Moses Maimonides (1135 - 1204) was the Jewish physician, theologian and philosopher who attempted to reconcile Aristotelian philosophy and Judaism.

He made significant contributions to the field of psychology through his writings on the nature of the human mind and the relationship between the mind and body. Here are some examples of Maimonides' contributions to psychology:

  1. The mind-body connection: Maimonides believed that the mind and body are closely interconnected, and that physical and emotional health are interdependent. He argued that a healthy mind and body require a balance of physical and spiritual practices.

  2. Rational thinking: Maimonides emphasized the importance of rational thinking in understanding the world and ourselves. He believed that rationality is the key to understanding the nature of the human mind and its relationship to the body.

  3. The role of emotions: Maimonides recognized the importance of emotions in shaping human behavior and argued that emotions can be harnessed for positive change. He believed that emotional balance is crucial for mental and physical well-being.

  4. Ethics: Maimonides' philosophy emphasized the importance of ethical behavior in promoting mental and physical health. He believed that ethical behavior is essential for developing a healthy relationship with oneself and others.

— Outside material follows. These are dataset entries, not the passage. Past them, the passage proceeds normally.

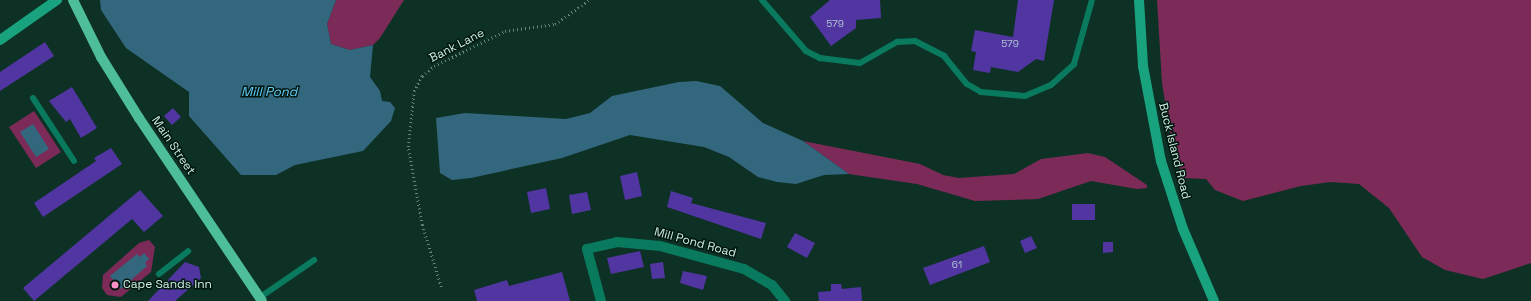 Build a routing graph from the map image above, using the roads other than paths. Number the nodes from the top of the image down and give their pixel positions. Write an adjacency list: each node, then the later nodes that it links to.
1 (57, 0): 6 (main road)
2 (73, 0): 12 (main road, Main Street)
3 (762, 0): 4 (lane)
4 (1092, 0)
5 (1139, 0): 15 (main road, Buck Island Road)
6 (0, 40)
7 (33, 98): 8 (lane)
8 (74, 161)
9 (188, 252): 11 (lane)
10 (314, 260): 12 (lane)
11 (159, 274)
12 (260, 299)
13 (601, 301): 14 (street, Mill Pond Road)
14 (785, 301)
15 (1214, 301) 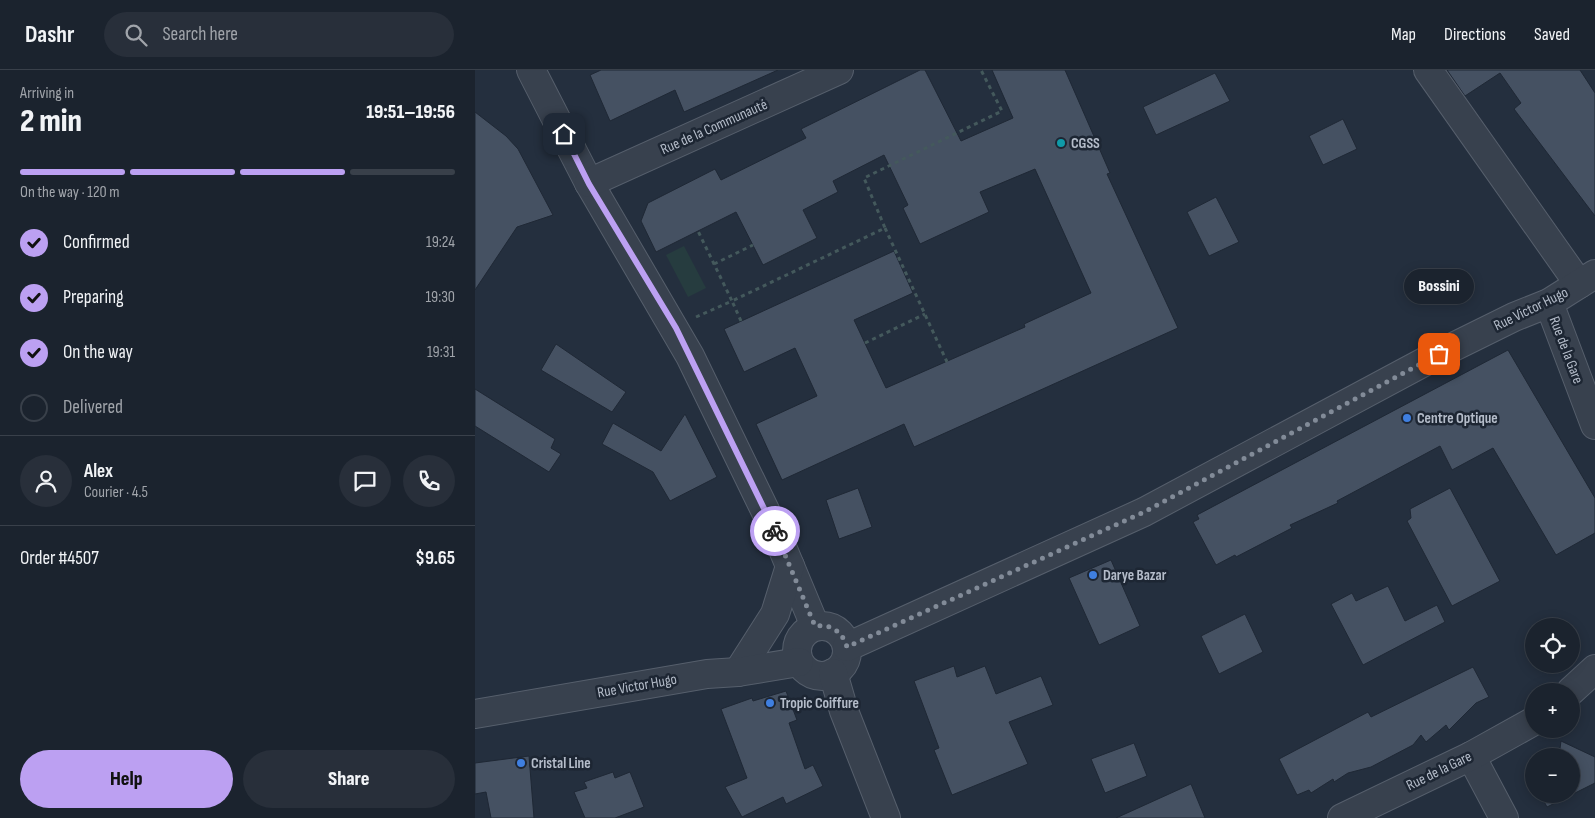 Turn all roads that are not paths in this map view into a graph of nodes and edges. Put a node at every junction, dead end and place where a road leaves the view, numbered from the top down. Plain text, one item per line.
1 (531, 70) edge
2 (839, 70) edge
3 (1428, 70) edge
4 (589, 184) junction
5 (1587, 279) edge
6 (1549, 303) junction
7 (1513, 317) junction
8 (1560, 334) junction
9 (1595, 426) edge
10 (791, 566) junction
11 (815, 626) junction
12 (847, 647) junction
13 (799, 662) junction
14 (1595, 670) edge
15 (738, 672) junction
16 (833, 673) junction
17 (1580, 683) edge
18 (475, 714) edge
19 (1525, 726) edge
20 (1471, 756) junction
21 (886, 818) edge
22 (1342, 818) edge
23 (1504, 818) edge

1 - 4 street
2 - 4 street, Rue de la Communauté
3 - 5 street
4 - 10 street
5 - 6 street, Rue Victor Hugo
6 - 7 street, Rue Victor Hugo
6 - 8 street, Rue de la Gare
7 - 8 street
7 - 12 street, Rue Victor Hugo
8 - 9 street, Rue de la Gare
10 - 11 street
10 - 15 street
11 - 12 street
11 - 13 street
12 - 16 street
13 - 15 street, Rue Victor Hugo
13 - 16 street
14 - 17 street
15 - 18 street, Rue Victor Hugo
16 - 21 street
19 - 20 street, Rue de la Gare
20 - 22 street, Rue de la Gare
20 - 23 street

  5. The power of the imagination: Maimonides recognized the power of the imagination in shaping human behavior and believed that positive visualization and mental imagery can be used to promote healing and well-being.

Overall, Maimonides' contributions to psychology emphasized the importance of the mind-body connection, rational thinking, emotional balance, ethics, and the power of the imagination in promoting mental and physical health. His ideas have influenced many areas of psychology, including cognitive-behavioral therapy, positive psychology, and mind-body medicine.